Metadata-Version: 2.1
Name: anywebscraper
Version: 0.1.1
Summary: anywebscraper is your ultimate web data extraction companion. We understand the challenges of web scraping, including dealing with anti-bot measures and the need for reliable proxies. We make web scraping easy and effective, even in the most challenging environments. Whether you're a data scientist, business analyst or developer looking to harness the power of web data, anywebscraper has you covered.
Home-page: https://github.com/pierjosvins/anywebscraper
Author: Pierjos COLERE
Author-email: colerepierjos30@gmail.com
Classifier: License :: OSI Approved :: MIT License
Classifier: Programming Language :: Python
Classifier: Programming Language :: Python :: 3
Classifier: Programming Language :: Python :: 3.6
Classifier: Programming Language :: Python :: 3.7
Classifier: Programming Language :: Python :: 3.8
Classifier: Programming Language :: Python :: 3.9
Classifier: Programming Language :: Python :: Implementation :: PyPy
Classifier: Operating System :: Unix
Classifier: Operating System :: MacOS :: MacOS X
Classifier: Operating System :: Microsoft :: Windows
Requires-Python: >=3.6.0
Description-Content-Type: text/markdown

# anywebscraper

Have you ever tried to access data from a number of sites only to be blocked? The solution is often to use proxies, which may or may not work. Don't worry, **anywebscraper** is the solution to these problems.

**anywebscraper** is your ultimate web data extraction companion. We understand the challenges of web scraping, including dealing with anti-bot measures and the need for reliable proxies. Our library is designed to make web scraping easy and effective, even in the most challenging environments. Whether you're a data scientist, business analyst, or developer looking to harness the power of web data, **anywebscraper** has you covered.

We benchmarked our solution against websites such as https://www.g2.com and https://www.investing.com. The results are quite satisfactory, we have successfully web-scraped all the data without any problems.

## Key Features
* **No Proxy Integration**: Say goodbye to IP bans and blocked access. **anywebscraper** does not integrate with proxies but ensures uninterrupted data retrieval.

* **Universal Compatibility**: Our library can scrape data from virtually any type of website, including e-commerce platforms, social media networks, news sites, and more.
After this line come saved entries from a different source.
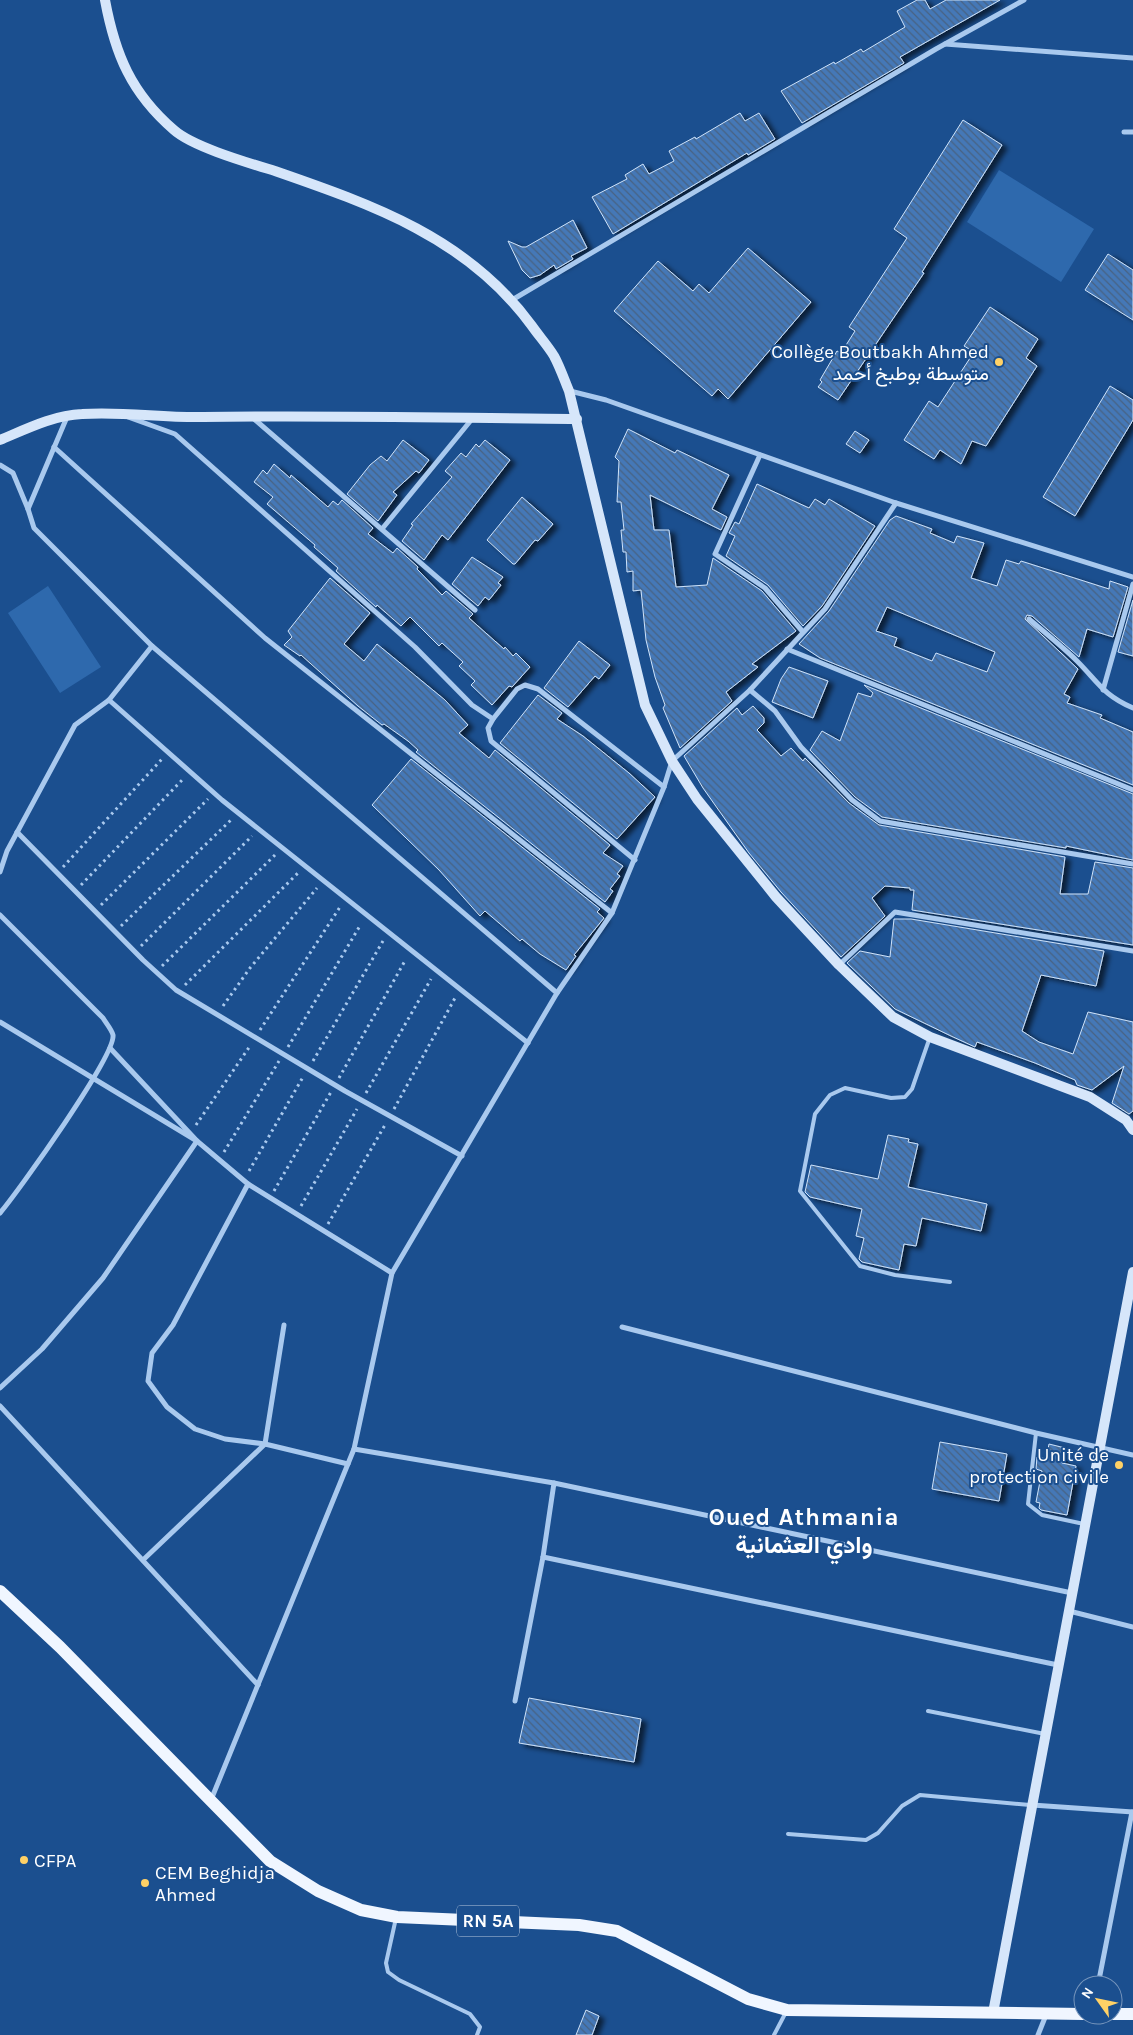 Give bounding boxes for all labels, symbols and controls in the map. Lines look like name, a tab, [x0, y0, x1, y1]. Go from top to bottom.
place label: Collège Boutbakh Ahmed متوسطة بوطبخ أحمد	[771, 341, 989, 387]
marker: Collège Boutbakh Ahmed متوسطة بوطبخ أحمد	[993, 356, 1005, 368]
place label: Unité de protection civile	[969, 1444, 1109, 1488]
marker: Unité de protection civile	[1113, 1459, 1125, 1471]
district label: Oued Athmania وادي العثمانية	[708, 1503, 900, 1565]
place label: CFPA	[34, 1850, 76, 1872]
marker: CFPA	[18, 1854, 30, 1866]
place label: CEM Beghidja Ahmed	[155, 1862, 275, 1906]
marker: CEM Beghidja Ahmed	[139, 1877, 151, 1889]
road number: RN 5A	[457, 1905, 519, 1936]
north arrow	[1073, 1975, 1123, 2025]
text: N	[1078, 1984, 1097, 2002]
* **Customisable and Scalable**: If you're familiar with BeautifulSoup, bingo! **anywebscraper** returns a BeautifulSoup-like object and is highly customizable to meet your specific scraping needs.

* **Reliable Support**: Count on our dedicated support team to assist you with any questions or issues you encounter.

## Usage
```bash
pip install anywebscraper
```

```python
from anywebscraper import AnyWebScraper

# Initialization
webscraper = AnyWebScraper()
webscraper.start()

# Define the url of the website you want to web scrape
url="your-website URL" # i.e url = "https://google.com"
soup = webscraper.webScrape(url=url) # Returns 'BeautifulSoup' object
soup.find("your-html-element", class_="your-class")
```
Note that all BeautifulSoup methods can be applied to soup that our library returns: ```.prettify(), .find(), .find_all(), .get_text(), etc.```

## Example
Let's try to collect historical bitcoin data from https://www.investing.com using the classic method, as shown in this image:

![Bitcoin Historical Data](images/bitcoin-data.png)
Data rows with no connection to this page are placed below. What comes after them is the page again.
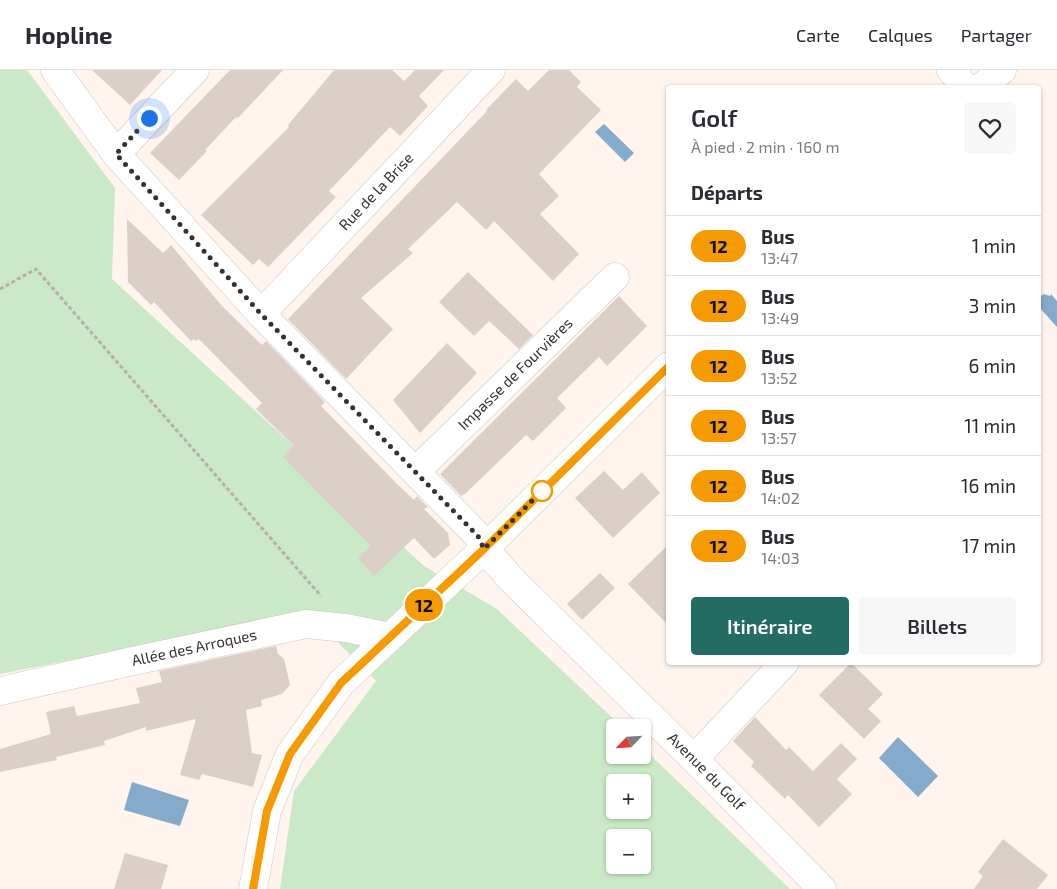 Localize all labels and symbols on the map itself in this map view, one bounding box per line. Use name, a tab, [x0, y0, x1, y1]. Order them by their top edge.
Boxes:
your location	[137, 106, 162, 131]
street label: Rue de la Brise	[335, 148, 416, 234]
street label: Impasse de Fourvières	[454, 313, 576, 433]
unlabelled marker	[531, 480, 553, 502]
line badge: 12	[402, 589, 446, 621]
street label: Allée des Arroques	[130, 625, 258, 669]
north arrow	[606, 719, 651, 764]
street label: Avenue du Golf	[664, 728, 749, 814]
To do that, we can use Python code below:
```python
from urllib.request import urlopen
url = "https://www.investing.com/crypto/bitcoin"
page = urlopen(url)
html_bytes = page.read()
html = html_bytes.decode("utf-8")
print(html)
```
An error is displayed stating that it is forbidden to request this link, as shown in this image. 
![Error from Classical Method](images/error-bitcoin.png)

Now let's use **anywebscraper** to see the difference.
```python
from anywebscraper import AnyWebScraper

url = "https://www.investing.com/crypto/bitcoin"
web_scraper = AnyWebScraper()
webscraper.start()

html = web_scraper.webScrape(url=url)
print(html.prettify())
```
![AnyWebScraper Method](images/anywebscraper.png)

We can see that there is no forbidden error and that our library returns data from this link. Now all we need to do is collect the relevant data, as we do with BeautifulSoup, using the appropriate methods.

If you've finished the web scraping process, it's advisable to stop the service to release memory resources, but this is not compulsory.
```python
webscraper.stop()
```
## Contribution

Pull requests are welcome. For significant changes, please open an issue first to discuss what you want to change.